Information supplied -

────────────────────

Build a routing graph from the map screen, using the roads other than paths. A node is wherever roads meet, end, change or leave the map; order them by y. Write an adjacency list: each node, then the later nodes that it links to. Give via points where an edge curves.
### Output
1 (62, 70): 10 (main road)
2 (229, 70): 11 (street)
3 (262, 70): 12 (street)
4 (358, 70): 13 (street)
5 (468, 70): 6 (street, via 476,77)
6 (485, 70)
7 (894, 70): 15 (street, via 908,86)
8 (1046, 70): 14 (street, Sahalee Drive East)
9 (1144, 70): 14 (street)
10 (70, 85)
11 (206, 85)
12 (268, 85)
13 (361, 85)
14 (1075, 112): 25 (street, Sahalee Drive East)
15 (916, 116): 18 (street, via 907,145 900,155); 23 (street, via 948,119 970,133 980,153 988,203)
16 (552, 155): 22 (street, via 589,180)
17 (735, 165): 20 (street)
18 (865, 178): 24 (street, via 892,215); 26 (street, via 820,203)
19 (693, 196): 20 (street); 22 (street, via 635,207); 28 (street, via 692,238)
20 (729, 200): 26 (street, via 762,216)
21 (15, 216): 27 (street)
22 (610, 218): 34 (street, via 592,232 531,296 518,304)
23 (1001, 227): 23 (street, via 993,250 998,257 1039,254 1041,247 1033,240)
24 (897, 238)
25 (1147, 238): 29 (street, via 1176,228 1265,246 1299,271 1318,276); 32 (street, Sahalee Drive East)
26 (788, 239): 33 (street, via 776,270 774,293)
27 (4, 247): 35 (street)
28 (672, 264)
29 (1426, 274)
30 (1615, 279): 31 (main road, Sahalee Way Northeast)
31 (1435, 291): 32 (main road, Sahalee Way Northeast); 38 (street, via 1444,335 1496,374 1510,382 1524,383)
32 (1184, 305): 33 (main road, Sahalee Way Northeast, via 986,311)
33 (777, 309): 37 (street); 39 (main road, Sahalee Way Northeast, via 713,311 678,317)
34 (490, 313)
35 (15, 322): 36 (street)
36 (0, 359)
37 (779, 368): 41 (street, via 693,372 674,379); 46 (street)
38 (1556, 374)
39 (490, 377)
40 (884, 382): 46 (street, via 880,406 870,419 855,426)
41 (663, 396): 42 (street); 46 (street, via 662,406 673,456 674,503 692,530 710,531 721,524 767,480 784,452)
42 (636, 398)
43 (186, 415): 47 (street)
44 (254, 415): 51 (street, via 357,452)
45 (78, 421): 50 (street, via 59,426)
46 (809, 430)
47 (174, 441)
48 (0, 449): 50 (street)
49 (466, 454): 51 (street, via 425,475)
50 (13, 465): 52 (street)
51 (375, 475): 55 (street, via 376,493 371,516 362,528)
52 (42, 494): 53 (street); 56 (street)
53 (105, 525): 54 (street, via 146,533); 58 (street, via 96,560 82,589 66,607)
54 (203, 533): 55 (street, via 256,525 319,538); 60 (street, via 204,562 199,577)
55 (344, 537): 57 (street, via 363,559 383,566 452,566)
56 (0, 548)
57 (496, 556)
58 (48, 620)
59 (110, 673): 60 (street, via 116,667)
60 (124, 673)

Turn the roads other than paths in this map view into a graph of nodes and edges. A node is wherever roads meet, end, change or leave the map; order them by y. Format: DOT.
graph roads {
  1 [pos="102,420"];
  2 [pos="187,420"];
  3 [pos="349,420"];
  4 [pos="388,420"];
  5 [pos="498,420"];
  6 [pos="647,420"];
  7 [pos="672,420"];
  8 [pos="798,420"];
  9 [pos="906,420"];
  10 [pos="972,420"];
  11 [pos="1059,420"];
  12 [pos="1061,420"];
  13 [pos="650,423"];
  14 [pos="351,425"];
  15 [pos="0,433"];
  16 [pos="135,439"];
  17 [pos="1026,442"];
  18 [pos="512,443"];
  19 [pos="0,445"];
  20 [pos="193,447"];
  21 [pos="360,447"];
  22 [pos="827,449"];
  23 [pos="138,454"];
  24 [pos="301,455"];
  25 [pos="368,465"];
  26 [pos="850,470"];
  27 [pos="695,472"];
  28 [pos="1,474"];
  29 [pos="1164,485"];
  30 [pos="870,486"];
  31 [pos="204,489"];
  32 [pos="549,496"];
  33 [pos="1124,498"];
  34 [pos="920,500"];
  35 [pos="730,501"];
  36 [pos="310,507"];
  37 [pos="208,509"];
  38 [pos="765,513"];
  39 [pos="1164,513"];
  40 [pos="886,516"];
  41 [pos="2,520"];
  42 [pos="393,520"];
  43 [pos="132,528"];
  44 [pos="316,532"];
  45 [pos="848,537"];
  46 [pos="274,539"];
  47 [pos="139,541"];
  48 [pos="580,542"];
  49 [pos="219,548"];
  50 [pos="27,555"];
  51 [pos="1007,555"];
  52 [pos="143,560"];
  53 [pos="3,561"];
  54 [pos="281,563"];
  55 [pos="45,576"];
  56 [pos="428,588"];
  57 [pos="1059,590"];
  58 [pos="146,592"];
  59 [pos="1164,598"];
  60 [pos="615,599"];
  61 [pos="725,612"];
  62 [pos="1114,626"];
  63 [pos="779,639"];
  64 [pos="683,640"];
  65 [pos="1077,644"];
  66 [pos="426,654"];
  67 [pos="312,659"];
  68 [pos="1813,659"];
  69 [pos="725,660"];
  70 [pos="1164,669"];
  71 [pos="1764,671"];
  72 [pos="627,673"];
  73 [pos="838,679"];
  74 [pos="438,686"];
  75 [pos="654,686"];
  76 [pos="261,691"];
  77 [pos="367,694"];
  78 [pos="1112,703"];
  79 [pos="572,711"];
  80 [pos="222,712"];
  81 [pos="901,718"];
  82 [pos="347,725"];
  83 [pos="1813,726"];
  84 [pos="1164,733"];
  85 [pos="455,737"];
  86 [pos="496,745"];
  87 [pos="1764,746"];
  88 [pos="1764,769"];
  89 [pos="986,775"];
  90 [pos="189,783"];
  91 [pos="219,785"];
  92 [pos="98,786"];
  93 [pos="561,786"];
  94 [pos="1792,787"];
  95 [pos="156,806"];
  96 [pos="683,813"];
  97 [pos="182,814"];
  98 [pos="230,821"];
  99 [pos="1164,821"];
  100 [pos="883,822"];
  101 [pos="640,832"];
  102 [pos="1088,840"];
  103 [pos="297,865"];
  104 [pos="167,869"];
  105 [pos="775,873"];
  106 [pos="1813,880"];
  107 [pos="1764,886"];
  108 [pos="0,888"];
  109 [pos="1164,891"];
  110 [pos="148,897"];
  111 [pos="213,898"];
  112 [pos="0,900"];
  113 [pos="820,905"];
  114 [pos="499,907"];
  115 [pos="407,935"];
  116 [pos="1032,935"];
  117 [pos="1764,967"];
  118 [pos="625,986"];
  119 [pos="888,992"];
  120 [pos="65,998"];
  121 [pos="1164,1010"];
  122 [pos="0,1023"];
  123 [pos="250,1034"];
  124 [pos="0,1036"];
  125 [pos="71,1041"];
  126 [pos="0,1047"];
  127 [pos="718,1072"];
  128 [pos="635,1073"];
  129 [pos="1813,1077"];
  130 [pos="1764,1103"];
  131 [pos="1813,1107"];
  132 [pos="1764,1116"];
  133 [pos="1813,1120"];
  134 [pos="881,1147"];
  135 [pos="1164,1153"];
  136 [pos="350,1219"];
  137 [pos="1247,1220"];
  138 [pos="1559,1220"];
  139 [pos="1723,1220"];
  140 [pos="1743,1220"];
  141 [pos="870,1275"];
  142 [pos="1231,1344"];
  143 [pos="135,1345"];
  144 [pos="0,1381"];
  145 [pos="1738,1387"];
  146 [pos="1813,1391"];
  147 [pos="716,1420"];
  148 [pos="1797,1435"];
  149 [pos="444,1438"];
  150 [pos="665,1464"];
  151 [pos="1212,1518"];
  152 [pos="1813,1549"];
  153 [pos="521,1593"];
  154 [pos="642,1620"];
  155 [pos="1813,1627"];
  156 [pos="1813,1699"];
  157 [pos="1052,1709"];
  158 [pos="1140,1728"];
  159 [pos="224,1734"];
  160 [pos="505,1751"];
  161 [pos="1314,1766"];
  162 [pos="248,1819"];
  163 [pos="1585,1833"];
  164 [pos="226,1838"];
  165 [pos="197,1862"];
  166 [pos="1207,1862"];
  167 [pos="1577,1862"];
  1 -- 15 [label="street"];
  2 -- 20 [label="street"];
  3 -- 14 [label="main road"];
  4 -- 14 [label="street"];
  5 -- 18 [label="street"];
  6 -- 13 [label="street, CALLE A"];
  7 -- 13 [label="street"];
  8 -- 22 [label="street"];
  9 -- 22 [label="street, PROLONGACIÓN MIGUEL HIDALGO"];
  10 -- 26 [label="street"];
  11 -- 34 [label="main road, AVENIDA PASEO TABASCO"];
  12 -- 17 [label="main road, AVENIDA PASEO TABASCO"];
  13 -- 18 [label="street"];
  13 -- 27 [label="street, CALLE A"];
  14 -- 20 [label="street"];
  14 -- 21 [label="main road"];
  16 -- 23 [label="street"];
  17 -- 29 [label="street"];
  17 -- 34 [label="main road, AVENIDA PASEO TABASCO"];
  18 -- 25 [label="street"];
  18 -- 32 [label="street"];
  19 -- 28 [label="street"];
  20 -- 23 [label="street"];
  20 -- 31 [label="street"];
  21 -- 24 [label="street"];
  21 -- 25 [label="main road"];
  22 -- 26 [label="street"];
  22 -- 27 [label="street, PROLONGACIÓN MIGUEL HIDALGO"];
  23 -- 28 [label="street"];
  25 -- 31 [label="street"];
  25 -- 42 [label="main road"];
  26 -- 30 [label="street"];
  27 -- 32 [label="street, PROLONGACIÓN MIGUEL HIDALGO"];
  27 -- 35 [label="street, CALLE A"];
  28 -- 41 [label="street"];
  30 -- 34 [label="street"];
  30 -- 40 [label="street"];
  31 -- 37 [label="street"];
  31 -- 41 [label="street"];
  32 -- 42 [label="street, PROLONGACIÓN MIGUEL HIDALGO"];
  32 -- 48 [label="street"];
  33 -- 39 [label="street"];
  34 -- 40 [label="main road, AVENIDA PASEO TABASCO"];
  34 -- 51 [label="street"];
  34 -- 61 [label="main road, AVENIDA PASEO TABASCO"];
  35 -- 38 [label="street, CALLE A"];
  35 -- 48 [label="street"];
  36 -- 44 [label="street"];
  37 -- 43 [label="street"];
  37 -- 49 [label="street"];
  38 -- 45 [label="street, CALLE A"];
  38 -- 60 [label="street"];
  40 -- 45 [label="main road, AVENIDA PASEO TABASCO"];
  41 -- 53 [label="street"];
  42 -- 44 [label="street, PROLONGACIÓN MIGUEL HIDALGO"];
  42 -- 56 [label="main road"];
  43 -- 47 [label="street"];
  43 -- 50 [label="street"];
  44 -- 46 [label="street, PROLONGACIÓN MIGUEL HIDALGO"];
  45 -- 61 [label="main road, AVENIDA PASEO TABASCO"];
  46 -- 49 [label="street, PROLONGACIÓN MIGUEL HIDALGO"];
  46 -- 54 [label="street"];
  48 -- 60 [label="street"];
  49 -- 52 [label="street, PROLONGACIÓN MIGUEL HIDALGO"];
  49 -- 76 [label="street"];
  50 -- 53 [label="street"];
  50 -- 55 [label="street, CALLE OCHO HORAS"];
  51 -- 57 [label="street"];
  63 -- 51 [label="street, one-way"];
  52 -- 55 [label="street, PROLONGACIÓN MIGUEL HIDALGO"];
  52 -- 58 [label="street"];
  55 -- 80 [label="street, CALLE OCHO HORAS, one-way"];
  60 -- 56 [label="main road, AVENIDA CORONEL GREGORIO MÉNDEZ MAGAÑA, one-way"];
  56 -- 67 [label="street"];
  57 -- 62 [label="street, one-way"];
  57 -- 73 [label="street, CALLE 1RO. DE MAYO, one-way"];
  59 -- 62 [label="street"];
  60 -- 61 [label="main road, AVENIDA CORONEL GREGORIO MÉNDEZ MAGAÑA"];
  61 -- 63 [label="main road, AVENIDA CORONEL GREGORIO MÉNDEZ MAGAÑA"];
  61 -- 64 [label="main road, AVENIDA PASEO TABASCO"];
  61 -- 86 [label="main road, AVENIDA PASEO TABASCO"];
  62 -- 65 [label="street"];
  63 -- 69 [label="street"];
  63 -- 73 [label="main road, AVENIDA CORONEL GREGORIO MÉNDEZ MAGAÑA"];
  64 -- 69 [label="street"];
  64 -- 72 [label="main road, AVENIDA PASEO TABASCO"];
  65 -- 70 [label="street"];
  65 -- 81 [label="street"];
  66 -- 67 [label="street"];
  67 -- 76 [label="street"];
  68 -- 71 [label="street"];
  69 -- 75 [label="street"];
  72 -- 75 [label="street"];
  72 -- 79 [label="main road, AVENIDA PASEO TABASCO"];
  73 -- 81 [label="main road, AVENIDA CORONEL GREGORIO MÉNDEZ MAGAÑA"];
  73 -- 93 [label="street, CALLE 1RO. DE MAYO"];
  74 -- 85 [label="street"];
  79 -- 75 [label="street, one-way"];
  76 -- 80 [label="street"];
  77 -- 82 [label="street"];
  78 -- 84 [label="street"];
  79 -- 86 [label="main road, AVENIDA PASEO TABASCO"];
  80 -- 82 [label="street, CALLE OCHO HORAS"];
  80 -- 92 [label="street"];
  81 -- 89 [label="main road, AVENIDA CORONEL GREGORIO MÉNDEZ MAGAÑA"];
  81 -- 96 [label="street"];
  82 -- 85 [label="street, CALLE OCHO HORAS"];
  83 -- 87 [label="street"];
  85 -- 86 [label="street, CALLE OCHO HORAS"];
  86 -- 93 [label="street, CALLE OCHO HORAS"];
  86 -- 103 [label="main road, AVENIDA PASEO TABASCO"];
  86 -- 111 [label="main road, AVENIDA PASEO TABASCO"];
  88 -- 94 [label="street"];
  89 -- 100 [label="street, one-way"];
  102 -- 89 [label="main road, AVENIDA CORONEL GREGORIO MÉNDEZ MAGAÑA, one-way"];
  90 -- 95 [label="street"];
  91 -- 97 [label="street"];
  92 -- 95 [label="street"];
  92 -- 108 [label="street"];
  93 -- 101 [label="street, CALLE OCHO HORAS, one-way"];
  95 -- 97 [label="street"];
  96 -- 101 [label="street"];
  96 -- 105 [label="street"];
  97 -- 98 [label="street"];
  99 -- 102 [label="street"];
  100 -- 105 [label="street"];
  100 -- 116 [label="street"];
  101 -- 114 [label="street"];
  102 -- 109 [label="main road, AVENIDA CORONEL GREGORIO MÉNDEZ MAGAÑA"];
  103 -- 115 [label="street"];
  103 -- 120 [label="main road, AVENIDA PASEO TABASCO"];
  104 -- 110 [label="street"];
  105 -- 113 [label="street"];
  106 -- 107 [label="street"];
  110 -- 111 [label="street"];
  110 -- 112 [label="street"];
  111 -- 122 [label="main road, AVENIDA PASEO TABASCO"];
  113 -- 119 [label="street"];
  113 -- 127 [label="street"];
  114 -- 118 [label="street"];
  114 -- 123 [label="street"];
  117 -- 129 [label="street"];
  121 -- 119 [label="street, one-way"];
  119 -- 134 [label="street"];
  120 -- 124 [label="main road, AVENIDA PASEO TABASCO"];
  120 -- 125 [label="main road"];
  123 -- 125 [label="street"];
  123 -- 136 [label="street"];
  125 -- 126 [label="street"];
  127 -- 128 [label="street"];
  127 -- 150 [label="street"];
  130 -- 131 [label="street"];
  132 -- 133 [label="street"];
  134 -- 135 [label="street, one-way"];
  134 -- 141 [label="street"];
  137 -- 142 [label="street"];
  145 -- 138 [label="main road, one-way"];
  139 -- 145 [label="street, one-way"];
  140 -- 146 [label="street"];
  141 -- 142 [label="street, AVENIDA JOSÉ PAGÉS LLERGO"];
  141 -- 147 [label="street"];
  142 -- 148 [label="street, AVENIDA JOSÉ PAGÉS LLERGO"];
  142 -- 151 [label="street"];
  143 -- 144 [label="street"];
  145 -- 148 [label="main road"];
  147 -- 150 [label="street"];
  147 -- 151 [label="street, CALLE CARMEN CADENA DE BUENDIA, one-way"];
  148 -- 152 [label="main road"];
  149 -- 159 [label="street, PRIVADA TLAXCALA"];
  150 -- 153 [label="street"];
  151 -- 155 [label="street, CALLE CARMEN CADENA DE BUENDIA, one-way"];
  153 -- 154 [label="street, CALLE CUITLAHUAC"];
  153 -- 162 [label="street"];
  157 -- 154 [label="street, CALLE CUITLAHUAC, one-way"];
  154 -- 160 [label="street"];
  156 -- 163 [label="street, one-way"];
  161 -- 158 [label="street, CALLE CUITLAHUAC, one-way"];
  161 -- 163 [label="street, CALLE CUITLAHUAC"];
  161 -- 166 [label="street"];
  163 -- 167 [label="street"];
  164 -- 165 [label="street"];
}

────────────────────

The problem -
Return every line of the records in which the word "MIGUEL" is found.

Result below -
  9 -- 22 [label="street, PROLONGACIÓN MIGUEL HIDALGO"];
  22 -- 27 [label="street, PROLONGACIÓN MIGUEL HIDALGO"];
  27 -- 32 [label="street, PROLONGACIÓN MIGUEL HIDALGO"];
  32 -- 42 [label="street, PROLONGACIÓN MIGUEL HIDALGO"];
  42 -- 44 [label="street, PROLONGACIÓN MIGUEL HIDALGO"];
  44 -- 46 [label="street, PROLONGACIÓN MIGUEL HIDALGO"];
  46 -- 49 [label="street, PROLONGACIÓN MIGUEL HIDALGO"];
  49 -- 52 [label="street, PROLONGACIÓN MIGUEL HIDALGO"];
  52 -- 55 [label="street, PROLONGACIÓN MIGUEL HIDALGO"];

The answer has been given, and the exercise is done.